DATA FOR PROCESSING:

^^^^^^^^

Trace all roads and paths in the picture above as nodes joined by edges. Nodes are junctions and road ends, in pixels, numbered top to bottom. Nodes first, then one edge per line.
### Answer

^^^^^^^^

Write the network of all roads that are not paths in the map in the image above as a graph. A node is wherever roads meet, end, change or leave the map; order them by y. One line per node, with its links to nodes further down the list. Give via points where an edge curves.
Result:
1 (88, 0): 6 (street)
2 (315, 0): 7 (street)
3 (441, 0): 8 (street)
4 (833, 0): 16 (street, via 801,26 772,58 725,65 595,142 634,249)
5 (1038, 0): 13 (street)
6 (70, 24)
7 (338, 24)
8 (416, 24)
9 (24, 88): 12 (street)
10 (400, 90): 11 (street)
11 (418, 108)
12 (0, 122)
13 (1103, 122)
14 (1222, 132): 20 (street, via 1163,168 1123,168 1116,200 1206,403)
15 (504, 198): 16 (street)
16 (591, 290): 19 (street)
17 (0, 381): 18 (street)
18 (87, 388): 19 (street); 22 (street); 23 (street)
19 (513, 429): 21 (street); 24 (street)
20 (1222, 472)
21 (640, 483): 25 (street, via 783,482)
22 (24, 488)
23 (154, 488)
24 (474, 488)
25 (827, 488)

^^^^^^^^

TASK PROMPT: When the word "above" shows up in a line of the entries, pull that line out.

EXERCISE RESULT:
Trace all roads and paths in the picture above as nodes joined by edges. Nodes are junctions and road ends, in pixels, numbered top to bottom. Nodes first, then one edge per line.
Write the network of all roads that are not paths in the map in the image above as a graph. A node is wherever roads meet, end, change or leave the map; order them by y. One line per node, with its links to nodes further down the list. Give via points where an edge curves.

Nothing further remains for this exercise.